RESULTS: We were able to predict individual PASC diagnoses accurately (area under the curve 0.874). The individual features of the length of observation period, number of health care interactions during acute COVID-19, and viral lower respiratory infection were the most predictive of subsequent PASC diagnosis. Temporally, we found that baseline characteristics were the most predictive of future PASC diagnosis, compared with characteristics immediately before, during, or after acute COVID-19. We found that the clinical domains of health care use, demographics or anthropometry, and respiratory factors were the most predictive of PASC diagnosis.

結論:

ここで概説した方法は、電子カルテデータを用いてPASC状態を予測するためにSuper Learnerを使用するオープンソースの応用例を提供するものであり、様々な環境で再現可能である。
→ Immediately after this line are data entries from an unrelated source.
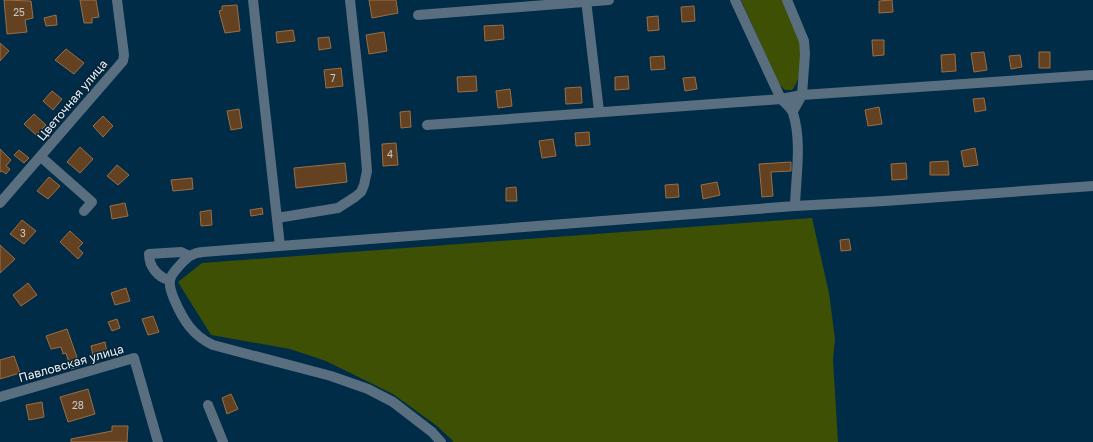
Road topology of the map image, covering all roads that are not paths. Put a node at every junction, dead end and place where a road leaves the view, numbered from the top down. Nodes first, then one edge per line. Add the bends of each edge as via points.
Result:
1 (117, 0) edge
2 (253, 0) edge
3 (350, 0) edge
4 (609, 0) edge
5 (736, 0) edge
6 (787, 0) edge
7 (586, 1) edge
8 (418, 14) dead end
9 (1093, 75) edge
10 (802, 95) junction
11 (781, 99) junction
12 (599, 111) junction
13 (793, 111) junction
14 (427, 125) dead end
15 (41, 157) junction
16 (1093, 186) edge
17 (0, 203) edge
18 (795, 206) junction
19 (84, 212) dead end
20 (277, 218) junction
21 (280, 246) junction
22 (189, 256) junction
23 (170, 280) junction
24 (0, 397) edge
25 (208, 405) dead end
26 (158, 442) edge
27 (223, 442) edge
28 (441, 442) edge

1 - 15 street, Цветочная улица via 123,61
2 - 20 street
3 - 20 street via 367,171 364,185 361,192 338,208
4 - 7 street
5 - 11 street
6 - 10 street via 804,41 806,54
7 - 8 street
7 - 12 street
9 - 10 street
10 - 11 street
10 - 13 street
11 - 12 street
11 - 13 street
12 - 14 street
13 - 18 street via 797,153
15 - 17 street, Цветочная улица
15 - 19 street via 92,202
16 - 18 street
18 - 21 street
20 - 21 street
21 - 22 street via 203,252
22 - 23 street
22 - 23 street via 181,252 150,254 149,259 156,273 161,278
23 - 28 street via 173,296 186,323 205,341 368,388 393,402
24 - 26 street, Павловская улица via 134,358
25 - 27 street

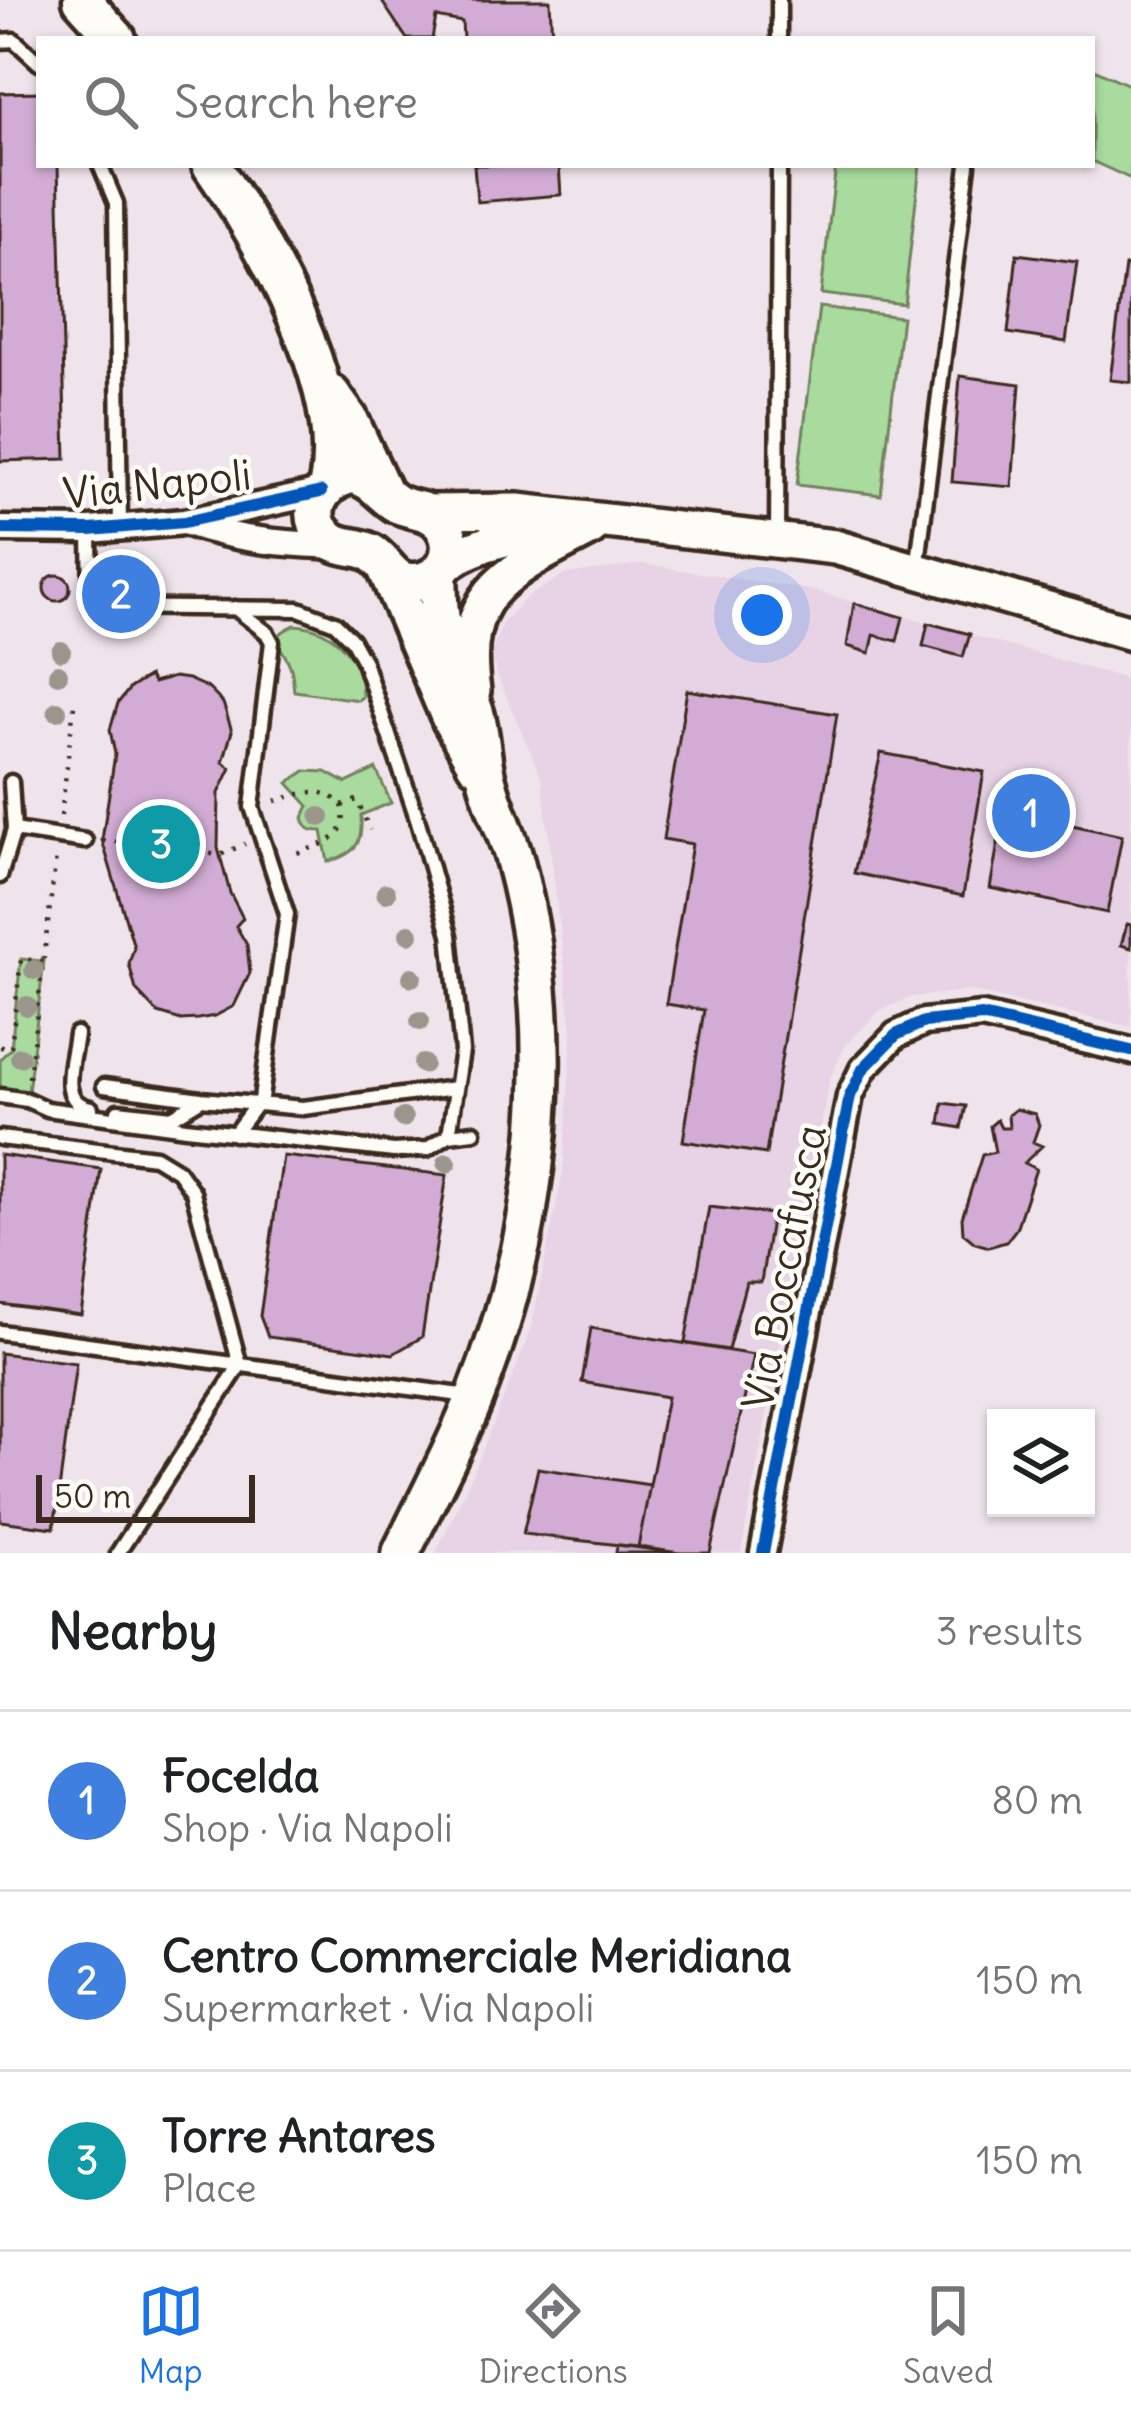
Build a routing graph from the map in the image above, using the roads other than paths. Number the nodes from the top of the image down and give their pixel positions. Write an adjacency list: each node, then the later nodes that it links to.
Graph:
1 (82, 0): 3 (main road)
2 (779, 0): 4 (lane)
3 (114, 36)
4 (779, 36)
5 (0, 41): 6 (lane)
6 (36, 60)
7 (101, 168): 17 (lane)
8 (214, 168): 11 (main road)
9 (779, 168): 21 (lane)
10 (968, 168): 25 (lane)
11 (319, 376): 12 (main road); 13 (main road)
12 (324, 488): 13 (main road); 15 (street, Via Napoli); 22 (main road)
13 (383, 492): 14 (main road)
14 (426, 512): 16 (main road); 23 (main road)
15 (184, 522): 17 (street, Via Napoli); 22 (street, Via Napoli)
16 (637, 525): 19 (main road); 21 (main road)
17 (120, 527): 20 (street, Via Napoli)
18 (0, 529): 20 (street, Via Napoli)
19 (590, 529): 23 (main road); 28 (main road)
20 (90, 530): 26 (lane)
21 (777, 541): 25 (main road)
22 (344, 546): 24 (main road)
23 (442, 569): 24 (main road); 28 (main road)
24 (387, 570): 30 (main road)
25 (917, 571): 27 (main road)
26 (234, 607): 37 (lane); 41 (lane)
27 (1131, 633)
28 (476, 716): 30 (main road)
29 (11, 782): 31 (lane)
30 (487, 782): 46 (main road)
31 (14, 830): 32 (lane); 33 (lane)
32 (85, 841)
33 (0, 876)
34 (76, 1034): 39 (lane)
35 (1131, 1051): 49 (street, Via Boccafusca)
36 (104, 1086): 39 (lane)
37 (455, 1088): 39 (lane); 42 (lane)
38 (0, 1096): 41 (lane)
39 (201, 1099)
40 (474, 1132): 42 (lane)
41 (234, 1134): 42 (lane)
42 (449, 1135)
43 (0, 1138): 45 (lane)
44 (0, 1332): 45 (lane)
45 (240, 1365): 46 (lane); 47 (lane)
46 (475, 1397): 48 (main road)
47 (118, 1553)
48 (401, 1553)
49 (764, 1553)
個々の予測因子と臨床領域にわたって、我々は一貫して、医療利用に関連する因子がPASC診断の最も強い予測因子であることを発見した。このことは、PASC診断を主要アウトカムとして用いる観察研究では、異質な医療利用を厳密に考慮しなければならないことを示している。われわれの一時的な知見は、臨床医が急性COVID-19診断前に患者のPASCリスクを正確に評価できるかもしれないという仮説を支持するものであり、これにより早期介入と予防医療を改善できる可能性がある。われわれの知見はまた、PASCリスク評価における呼吸器特性の重要性を強調している。

CONCLUSIONS: The methods outlined here provide an open-source, applied example of using Super Learner to predict PASC status using electronic health record data, which can be replicated across a variety of settings. Across individual predictors and clinical domains, we consistently found that factors related to health care use were the strongest predictors of PASC diagnosis. This indicates that any observational studies using PASC diagnosis as a primary outcome must rigorously account for heterogeneous health care use. Our temporal findings support the hypothesis that clinicians may be able to accurately assess the risk of PASC in patients before acute COVID-19 diagnosis, which could improve early interventions and preventive care. Our findings also highlight the importance of respiratory characteristics in PASC risk assessment.

国際登録報告書識別子（irrid）:

RR2-10.1101/2023.07.27.23293272.

INTERNATIONAL REGISTERED REPORT IDENTIFIER (IRRID): RR2-10.1101/2023.07.27.23293272.